● Exercise details: The required output consists solely of the lines from the line containing "thumb mcp: (1059, 829)" through the end of the records, copied exactly.
****************************************
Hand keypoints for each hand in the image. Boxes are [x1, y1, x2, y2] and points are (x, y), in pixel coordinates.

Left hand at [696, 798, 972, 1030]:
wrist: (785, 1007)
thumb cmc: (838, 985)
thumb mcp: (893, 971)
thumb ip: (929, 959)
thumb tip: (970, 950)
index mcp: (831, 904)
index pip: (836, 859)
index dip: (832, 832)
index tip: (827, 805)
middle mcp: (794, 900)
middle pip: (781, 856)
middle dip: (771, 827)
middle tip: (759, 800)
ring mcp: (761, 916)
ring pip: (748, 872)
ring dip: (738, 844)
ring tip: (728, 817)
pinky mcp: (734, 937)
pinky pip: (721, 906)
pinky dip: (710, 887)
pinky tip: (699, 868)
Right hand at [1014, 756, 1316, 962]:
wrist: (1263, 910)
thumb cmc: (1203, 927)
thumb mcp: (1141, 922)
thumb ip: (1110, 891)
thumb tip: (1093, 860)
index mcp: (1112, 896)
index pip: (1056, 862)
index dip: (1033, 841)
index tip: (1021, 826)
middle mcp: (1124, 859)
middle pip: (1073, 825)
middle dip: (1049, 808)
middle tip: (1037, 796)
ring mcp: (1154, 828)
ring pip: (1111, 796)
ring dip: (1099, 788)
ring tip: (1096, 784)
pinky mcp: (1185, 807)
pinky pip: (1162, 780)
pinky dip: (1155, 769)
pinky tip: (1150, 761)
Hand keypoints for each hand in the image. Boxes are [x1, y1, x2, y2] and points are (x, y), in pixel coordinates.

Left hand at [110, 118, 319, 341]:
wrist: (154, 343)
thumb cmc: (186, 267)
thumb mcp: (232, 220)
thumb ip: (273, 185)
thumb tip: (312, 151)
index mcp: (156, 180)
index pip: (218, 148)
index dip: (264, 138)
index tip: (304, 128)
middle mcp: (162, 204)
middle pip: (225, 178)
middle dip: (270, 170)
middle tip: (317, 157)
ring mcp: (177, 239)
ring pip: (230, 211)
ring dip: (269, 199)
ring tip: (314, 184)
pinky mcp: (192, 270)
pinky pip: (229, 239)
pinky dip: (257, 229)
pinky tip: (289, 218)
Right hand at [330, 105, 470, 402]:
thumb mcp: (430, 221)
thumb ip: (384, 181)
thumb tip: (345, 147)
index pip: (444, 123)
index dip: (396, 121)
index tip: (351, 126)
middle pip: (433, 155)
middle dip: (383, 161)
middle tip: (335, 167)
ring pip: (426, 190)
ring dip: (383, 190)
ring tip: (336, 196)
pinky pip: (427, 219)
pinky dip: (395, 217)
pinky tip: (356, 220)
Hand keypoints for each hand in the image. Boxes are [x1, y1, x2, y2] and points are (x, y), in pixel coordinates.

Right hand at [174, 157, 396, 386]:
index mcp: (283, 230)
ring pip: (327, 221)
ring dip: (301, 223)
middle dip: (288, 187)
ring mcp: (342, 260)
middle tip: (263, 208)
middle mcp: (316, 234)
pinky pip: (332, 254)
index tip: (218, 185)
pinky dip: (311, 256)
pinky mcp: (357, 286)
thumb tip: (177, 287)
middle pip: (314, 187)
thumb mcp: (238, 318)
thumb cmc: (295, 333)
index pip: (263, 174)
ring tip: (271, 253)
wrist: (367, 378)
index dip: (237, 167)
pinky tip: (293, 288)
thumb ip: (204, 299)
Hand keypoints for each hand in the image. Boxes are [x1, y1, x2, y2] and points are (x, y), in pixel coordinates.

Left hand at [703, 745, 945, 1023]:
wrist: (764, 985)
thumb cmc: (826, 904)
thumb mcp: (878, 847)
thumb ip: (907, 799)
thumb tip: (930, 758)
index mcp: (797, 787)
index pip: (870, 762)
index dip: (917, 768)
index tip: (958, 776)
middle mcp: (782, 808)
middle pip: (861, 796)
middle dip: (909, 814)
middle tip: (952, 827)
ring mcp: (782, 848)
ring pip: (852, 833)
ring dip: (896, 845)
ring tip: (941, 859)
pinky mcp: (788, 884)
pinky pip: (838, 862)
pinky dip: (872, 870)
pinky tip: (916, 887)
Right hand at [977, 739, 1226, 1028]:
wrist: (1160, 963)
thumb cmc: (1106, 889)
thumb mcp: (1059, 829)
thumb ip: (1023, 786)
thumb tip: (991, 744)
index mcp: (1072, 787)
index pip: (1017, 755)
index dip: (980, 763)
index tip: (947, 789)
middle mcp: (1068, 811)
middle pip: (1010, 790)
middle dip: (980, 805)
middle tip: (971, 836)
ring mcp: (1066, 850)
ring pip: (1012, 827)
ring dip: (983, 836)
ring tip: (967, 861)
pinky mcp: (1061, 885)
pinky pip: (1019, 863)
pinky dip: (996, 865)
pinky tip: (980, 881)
****************************************
● Exercise response:
thumb mcp: (1059, 829)
thumb ip: (1023, 786)
thumb tip: (991, 744)
index mcp: (1072, 787)
index pip: (1017, 755)
index dip: (980, 763)
index tip: (947, 789)
middle mcp: (1068, 811)
middle pip: (1010, 790)
middle dip: (980, 805)
middle tip: (971, 836)
ring mcp: (1066, 850)
ring pip: (1012, 827)
ring dip: (983, 836)
ring tip: (967, 861)
pinky mcp: (1061, 885)
pinky pip: (1019, 863)
pinky dip: (996, 865)
pinky tip: (980, 881)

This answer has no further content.